Mattia is a brilliant mathematician who has a propensity towards self-mutilation which both frightens and bewilders his family. Alice, crippled by a skiing mishap when young, is anorexic and seemingly unable to connect emotionally with anyone. Her accident is linked to an aggressive and overly competitive father. But Alice is much tougher than Mattia in some ways.

When, as an adult, Alice is working as a wedding photographer and finds herself at the wedding of Viola, an old nemesis from highschool who inflicted a number of humiliations on her, she takes her revenge effectively and savagely.

Mattia is more passive, preferring to withdraw and withold affection from those who care for him and severing contact first from Alice and then from his family. He takes refuge in counting rituals - a sort of mathematical OCD

Both have terrible secrets. Mattia rarely acknowleges, if ever, the disappearance of his twin, a troubled, mentally challenged girl named Michela whom he disliked and was repulsed by. Alice hides the secret rituals which she uses to control her body and her presence in the world. This she conceals firstly from her family and then her husband Fabio.
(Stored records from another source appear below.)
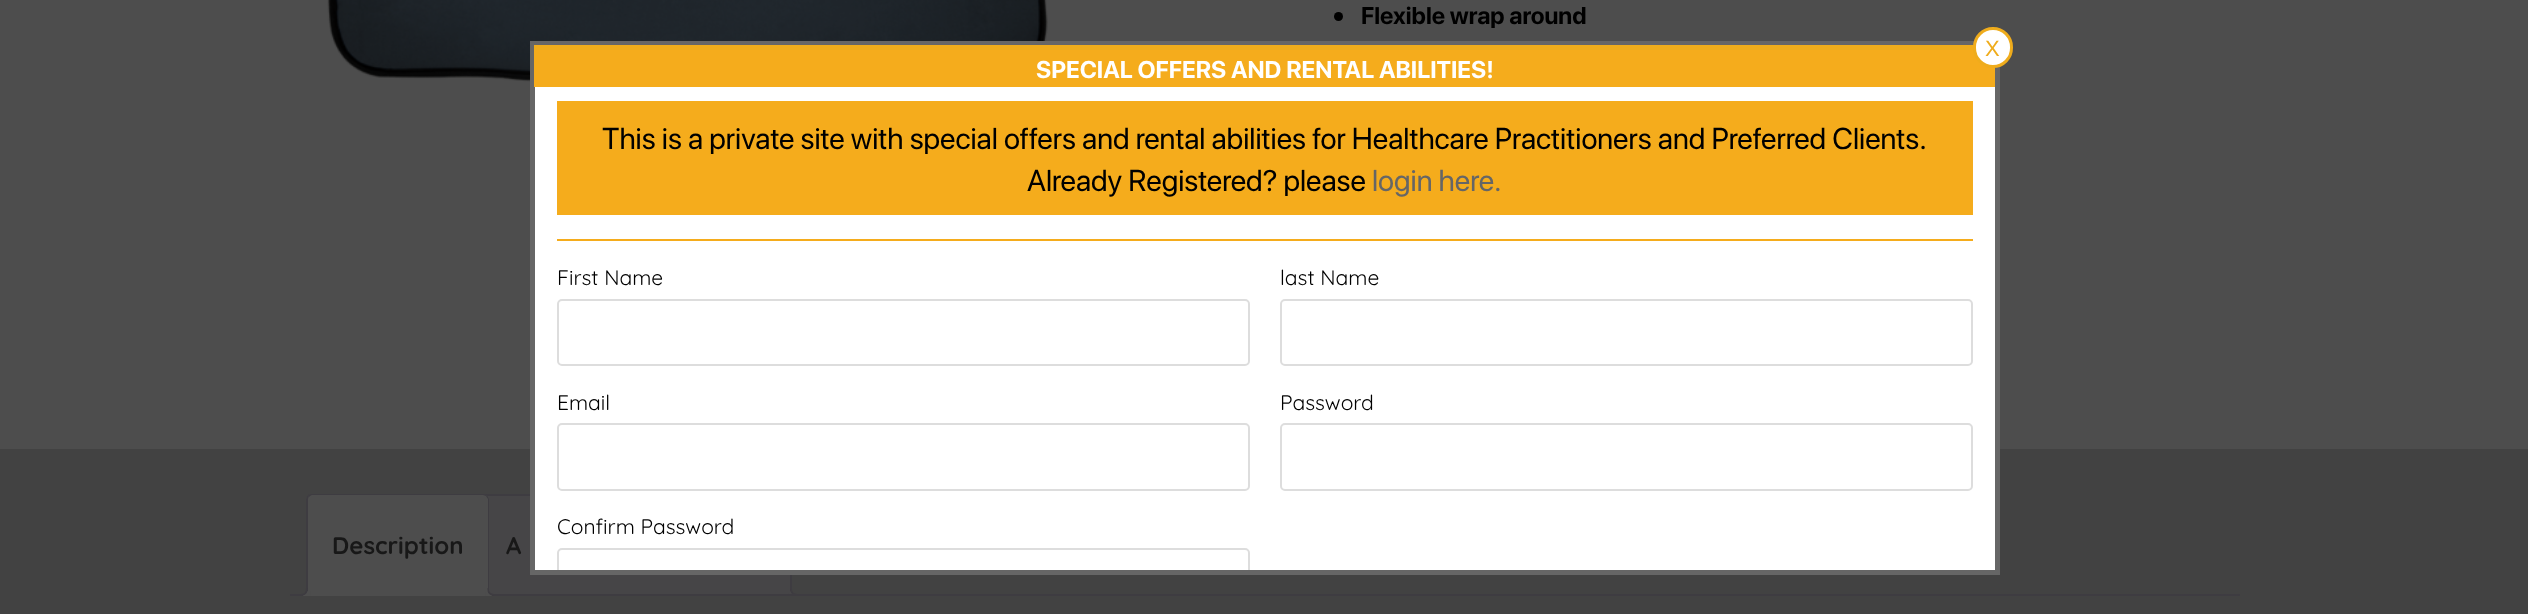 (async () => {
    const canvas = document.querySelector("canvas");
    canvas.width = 2528;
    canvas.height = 614;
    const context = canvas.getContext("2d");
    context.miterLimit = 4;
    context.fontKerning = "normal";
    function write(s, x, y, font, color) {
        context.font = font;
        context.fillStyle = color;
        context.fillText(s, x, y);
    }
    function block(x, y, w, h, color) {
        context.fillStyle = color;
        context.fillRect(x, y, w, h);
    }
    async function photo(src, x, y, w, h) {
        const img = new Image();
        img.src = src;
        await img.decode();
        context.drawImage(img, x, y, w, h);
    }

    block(0, 0, 2528, 614, "rgb(77, 77, 77)");
    await photo("media/1.png", 327, 0, 721, 82);
    context.fillStyle = "rgb(0, 0, 0)";
    context.beginPath();
    context.arc(1338.5, 16.5, 4.5, 0, Math.PI * 2);
    context.fill();
    write("Flexible wrap around", 1361, 24, "bold 24px SF Pro Display", "rgb(0, 0, 0)");
    block(0, 449, 2528, 165, "rgb(66, 66, 66)");
    context.fillStyle = "rgb(70, 69, 71)";
    context.beginPath();
    context.roundRect(481, 495, 310, 100, [5, 5, 0, 0]);
    context.fill();
    context.strokeStyle = "rgb(62, 60, 65)";
    context.lineWidth = 2;
    context.stroke();
    context.save();
    context.beginPath();
    context.rect(290, 494, 1950, 102);
    context.clip();
    context.beginPath();
    context.moveTo(788, 591);
    context.bezierCurveTo(788, 596, 789.5, 599, 795, 599);
    context.lineTo(795, 595.5);
    context.bezierCurveTo(793, 595, 791, 593, 790.5, 591);
    context.closePath();
    context.fill();
    context.restore();
    context.fillStyle = "rgb(62, 60, 65)";
    context.beginPath();
    context.moveTo(790.5, 588);
    context.lineTo(798, 588);
    context.lineTo(798, 595.5);
    context.bezierCurveTo(794, 595.5, 790.5, 594, 790.5, 589.5);
    context.closePath();
    context.moveTo(792, 588);
    context.lineTo(798, 588);
    context.lineTo(798, 594);
    context.bezierCurveTo(795, 594, 792, 593, 792, 589.5);
    context.closePath();
    context.fill("evenodd");
    block(290, 594, 1950, 2, "rgb(62, 60, 65)");
    context.fillStyle = "rgb(77, 77, 77)";
    context.beginPath();
    context.roundRect(306, 494, 183, 102, [6, 6, 0, 0]);
    context.fill();
    context.fillStyle = "rgb(62, 60, 65)";
    context.beginPath();
    context.moveTo(312, 494);
    context.bezierCurveTo(311, 494, 309, 494, 308, 495);
    context.lineTo(309, 497);
    context.bezierCurveTo(310, 496, 311, 495, 312, 495);
    context.lineTo(483, 495);
    context.lineTo(486, 496);
    context.lineTo(487, 495);
    context.bezierCurveTo(486, 494, 484, 494, 483, 494);
    context.closePath();
    context.fill();
    context.beginPath();
    context.moveTo(487, 495);
    context.lineTo(489, 499);
    context.lineTo(489, 596);
    context.lineTo(488, 594);
    context.lineTo(488, 499);
    context.lineTo(486, 496);
    context.closePath();
    context.fill();
    context.fillStyle = "rgb(77, 77, 77)";
    context.beginPath();
    context.moveTo(489, 596);
    context.lineTo(306, 596);
    context.lineTo(308, 594);
    context.lineTo(488, 594);
    context.closePath();
    context.fill();
    context.fillStyle = "rgb(62, 60, 65)";
    context.beginPath();
    context.moveTo(306, 596);
    context.lineTo(308, 594);
    context.lineTo(308, 500);
    context.bezierCurveTo(308, 499, 308, 497, 309, 497);
    context.lineTo(308, 495);
    context.bezierCurveTo(307, 496, 306, 498, 306, 500);
    context.closePath();
    context.fill();
    write("Description", 332, 554, "bold 24px Quicksand", "rgb(24, 24, 24)");
    context.save();
    context.beginPath();
    context.rect(290, 494, 1950, 102);
    context.clip();
    context.fillStyle = "rgb(77, 77, 77)";
    context.beginPath();
    context.moveTo(303, 595.5);
    context.lineTo(303, 599);
    context.bezierCurveTo(309, 599, 311, 597, 311, 591);
    context.lineTo(307.5, 591);
    context.bezierCurveTo(307, 593, 305, 595, 303, 595.5);
    context.closePath();
    context.fill();
    context.restore();
    context.fillStyle = "rgb(62, 60, 65)";
    context.beginPath();
    context.moveTo(300, 588);
    context.lineTo(307.5, 588);
    context.bezierCurveTo(307.5, 593.5, 305.5, 595.5, 300, 595.5);
    context.closePath();
    context.moveTo(300, 588);
    context.lineTo(306, 588);
    context.bezierCurveTo(306, 592.5, 304.5, 594, 300, 594);
    context.closePath();
    context.fill("evenodd");
    context.save();
    context.beginPath();
    context.rect(290, 494, 1950, 102);
    context.clip();
    context.fillStyle = "rgb(77, 77, 77)";
    context.beginPath();
    context.moveTo(485, 591);
    context.bezierCurveTo(485, 596, 486.5, 599, 492, 599);
    context.lineTo(492, 595.5);
    context.bezierCurveTo(490, 595, 488, 593, 487.5, 591);
    context.closePath();
    context.fill();
    context.restore();
    context.beginPath();
    context.moveTo(487.5, 588);
    context.lineTo(495, 588);
    context.lineTo(495, 595.5);
    context.bezierCurveTo(491, 595.5, 487.5, 594, 487.5, 589.5);
    context.closePath();
    context.moveTo(489, 588);
    context.lineTo(495, 588);
    context.lineTo(495, 594);
    context.bezierCurveTo(492, 594, 489, 593, 489, 589.5);
    context.closePath();
    context.fill("evenodd");
    write("A", 506, 554, "bold 24px Quicksand", "rgb(24, 24, 24)");
    block(535, 87, 1460, 483, "rgb(255, 255, 255)");
    context.strokeStyle = "rgb(102, 102, 102)";
    context.lineWidth = 5;
    context.strokeRect(532.5, 43.5, 1465, 529);
    block(534, 50, 1461, 37, "rgb(245, 172, 28)");
    block(534, 45, 1440, 5, "rgb(239, 172, 28)");
    context.fillStyle = "rgb(255, 255, 255)";
    context.beginPath();
    context.roundRect(1974.5, 28.5, 37, 38, 18.5);
    context.fill();
    context.strokeStyle = "rgb(239, 172, 28)";
    context.lineWidth = 3;
    context.stroke();
    write("X", 1985, 56, "22px Liberation Sans", "rgb(239, 172, 28)");
    write("SPECIAL OFFERS AND RENTAL ABILITIES!", 1036, 78, "bold 24px SF Pro Display", "rgb(255, 255, 255)");
    block(557, 101, 1416, 114, "rgb(245, 172, 28)");
    write("This is a private site with special offers and rental abilities for Healthcare Practitioners and Preferred Clients.", 602, 149, "30px SF Pro Display", "rgb(0, 0, 0)");
    write("Already Registered? please", 1027, 191, "30px SF Pro Display", "rgb(0, 0, 0)");
    write("login here.", 1372, 191, "30px SF Pro Display", "rgb(102, 102, 102)");
    block(557, 239, 1416, 2, "rgb(245, 172, 28)");
    write("First Name", 557, 285, "21px Quicksand", "rgb(0, 0, 0)");
    context.beginPath();
    context.roundRect(558, 300, 691, 65, 4);
    context.strokeStyle = "rgb(221, 221, 221)";
    context.lineWidth = 2;
    context.stroke();
    write("last Name", 1280, 285, "21px Quicksand", "rgb(0, 0, 0)");
    context.beginPath();
    context.roundRect(1281, 300, 691, 65, 4);
    context.stroke();
    write("Email", 557, 410, "21px Quicksand", "rgb(0, 0, 0)");
    context.beginPath();
    context.roundRect(558, 424, 691, 66, 4);
    context.stroke();
    write("Password", 1280, 410, "21px Quicksand", "rgb(0, 0, 0)");
    context.beginPath();
    context.roundRect(1281, 424, 691, 66, 4);
    context.stroke();
    write("Confirm Password", 557, 534, "21px Quicksand", "rgb(0, 0, 0)");
    context.save();
    context.beginPath();
    context.rect(534, 45, 1461, 525);
    context.clip();
    context.beginPath();
    context.roundRect(558, 549, 691, 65, 4);
    context.stroke();
    context.restore();
})();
Neither can connect nor forge emotional bonds or explain themselves. Alice never bonds with her husband; Mattia never finds a partner.

There is a meeting at the end but it is unclear that the issues are resolved.

You look at the face of Paolo Giordano with its fine features and gentle intelligence and you wonder ... how was he able to access such sorrows?

1 comment:

Cheryl said...

This is a book I would like to read someday. Have had my eye on it for a while - but maybe later when I am better.

When I read A Thousand Splendid Suns I had the same feelings you describe - awe at the author's empathy and ability to step into someone else's mind. Awesome.